Ему следовало бы задуматься: кто это, зачем он руководит мною, чего он от меня хочет - хотя бы ради дальнейшей безопасности и обретения свободы воли. Что если это не ангел, дарующий радость творчества, ведущий в неизведанные и непостижимые области, а некто другой, не дающий передышки в работе, после окончания очередной картины наполняющий тоской и превращающий жизнь в бесконечную гонку, в конце которой - разрушение личности, отсутствие стимулов к работе, жизненный крах. Так бывает даже с весьма гармоничными людьми, а к таковым де Сталь явно не относился. Поэтому, наверное, и пытался уйти от тревожных вопросов.

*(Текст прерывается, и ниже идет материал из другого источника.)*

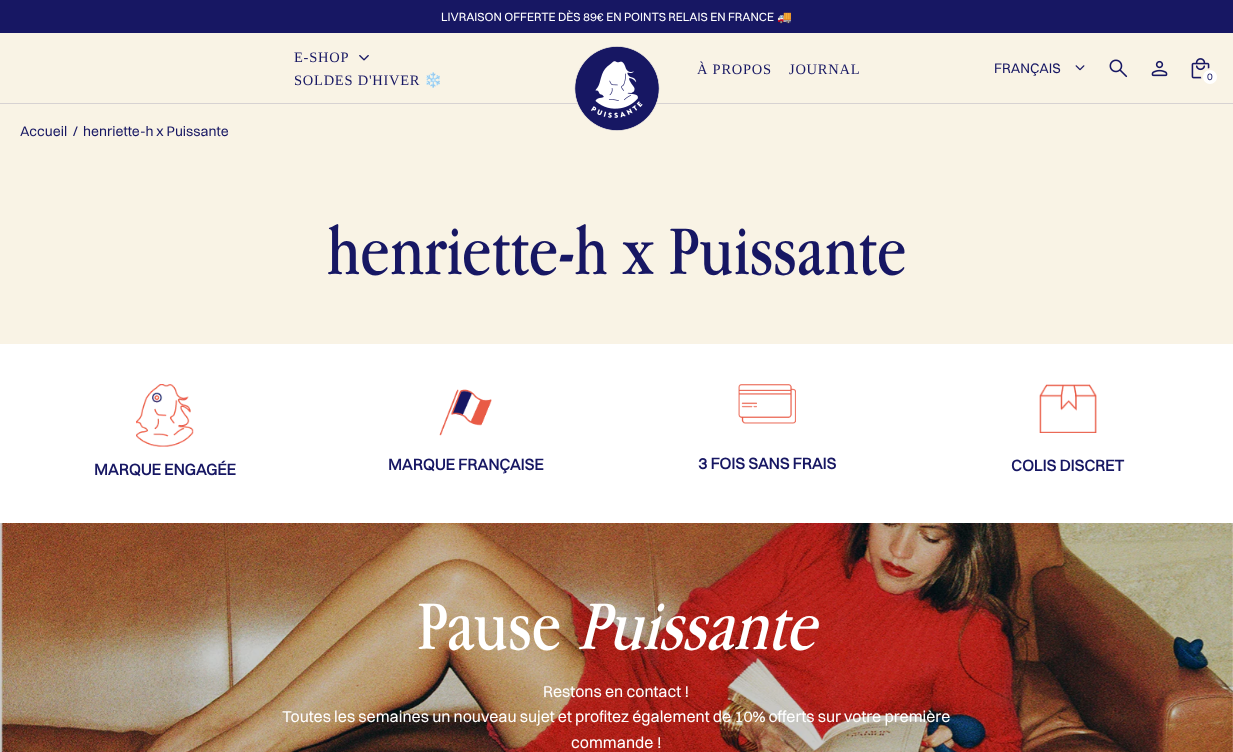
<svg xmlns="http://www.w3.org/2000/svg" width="1233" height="752">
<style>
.a{font:12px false;fill:#fff}
.b{font:12px Noto Color Emoji;fill:#fff}
.c{font:14.5px Liberation Serif;letter-spacing:0.75px;fill:#171763}
.d{font:14.5px Noto Color Emoji;letter-spacing:0.75px;fill:#171763}
.e{font:14px false;fill:#171763}
.f{font:10px false;fill:#171763}
.g{font:72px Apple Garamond;fill:#171763}
.h{font:bold 16px false;fill:#171763}
.i{font:72px Apple Garamond;fill:#fff}
.j{font:italic 72px Apple Garamond;fill:#fff}
.k{font:16px false;fill:#fff}
</style>
<rect width="100%" height="100%" fill="#f9f3e5"/>
<path fill="#171763" d="M0 0h1233v33H0z"/>
<path fill="#d7d2d2" d="M0 103h1233v1H0z"/>
<image href="1.png" x="359" y="55" width="10" height="6"/>
<image href="2.png" x="574" y="46" width="86" height="85"/>
<image href="3.png" x="1075" y="65" width="10" height="6"/>
<image href="4.png" x="1109" y="59" width="19" height="19"/>
<image href="5.png" x="1151" y="60" width="17" height="17"/>
<image href="6.png" x="1191" y="58" width="19" height="21"/>
<circle fill="#f9f3e5" cx="1210" cy="77" r="9"/>
<circle fill="#fff" cx="1210" cy="77" r="7"/>
<path fill="#fff" d="M0 344h1233v179H0z"/>
<image href="7.png" x="136" y="384" width="58" height="63"/>
<image href="8.png" x="439" y="389" width="53" height="47"/>
<image href="9.png" x="738" y="384" width="58" height="40"/>
<image href="10.png" x="1039" y="384" width="58" height="49"/>
<image href="11.png" x="0" y="523" width="1233" height="229"/>
<text class="a" x="441" y="21">LIVRAISON OFFERTE DÈS 89€ EN POINTS RELAIS EN FRANCE</text>
<text class="b" x="777" y="21">🚚</text>
<text class="c" x="294" y="62">E-SHOP</text>
<text class="c" x="294" y="85">SOLDES D'HIVER</text>
<text class="d" x="424" y="85">❄️</text>
<text class="c" x="697" y="74">À PROPOS</text>
<text class="c" x="789" y="74">JOURNAL</text>
<text class="e" x="994" y="73">FRANÇAIS</text>
<text class="f" x="1207" y="80">0</text>
<text class="e" x="20" y="136">Accueil</text>
<text class="e" x="73" y="136">/</text>
<text class="e" x="83" y="136">henriette-h x Puissante</text>
<text class="g" x="327" y="274">henriette-h x Puissante</text>
<text class="h" x="94" y="475">MARQUE ENGAGÉE</text>
<text class="h" x="388" y="470">MARQUE FRANÇAISE</text>
<text class="h" x="698" y="469">3 FOIS SANS FRAIS</text>
<text class="h" x="1011" y="471">COLIS DISCRET</text>
<text class="i" x="417" y="649">Pause</text>
<text class="j" x="577" y="649">Puissante</text>
<text class="k" x="543" y="697">Restons en contact !</text>
<text class="k" x="282" y="722">Toutes les semaines un nouveau sujet et profitez également de 10% offerts sur votre première</text>
<text class="k" x="571" y="748">commande !</text>
</svg>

«Я пишу, чтобы освободиться от впечатлений, всех чувствований и всего, что меня тревожит». Можно смело сказать – от сложившейся существовательной модели, от разрушающейся жизни, которая во всей своей неприглядности предстала перед ним во время последней его влюбленности.
О переплетении жизни и смерти он задумывался давно. Написав портрет первой жены – единственную работу, которую можно отнести к так называемой реалистический живописи, высказался о нём довольно странно: «Не знаю, что я написал: мёртвую жизнь или живую смерть». Конечно, это могло выражать неприятие направления, в котором была выполнена эта работа, но в полноте вряд ли исчерпывает то, о чем он думал и чем мучился на протяжении своего вроде бы благополучно складывающегося существования. Однако благополучное существование никак не соотносится с полнотой жизни.
Напоследок ещё одна важная цитата, на этот раз – из статьи русского исследователя: «В нём не было ни малейшего намека на бездумный гедонизм (вот это, по моему мнению – самое главное качество, которое препятствовало, в том числе, превращению де Сталя в самодовольного обывателя наподобие многих его коллег) , и что бы он ни изображал, будь то синеющая дымка парижской ночи или оглушающая яркость я, динамика футбольного матча или рвущий звук джаза, в любом его изображении просматривается тайна жизни». Та тайна жизни, добавил бы я, которую он так и не успел постичь.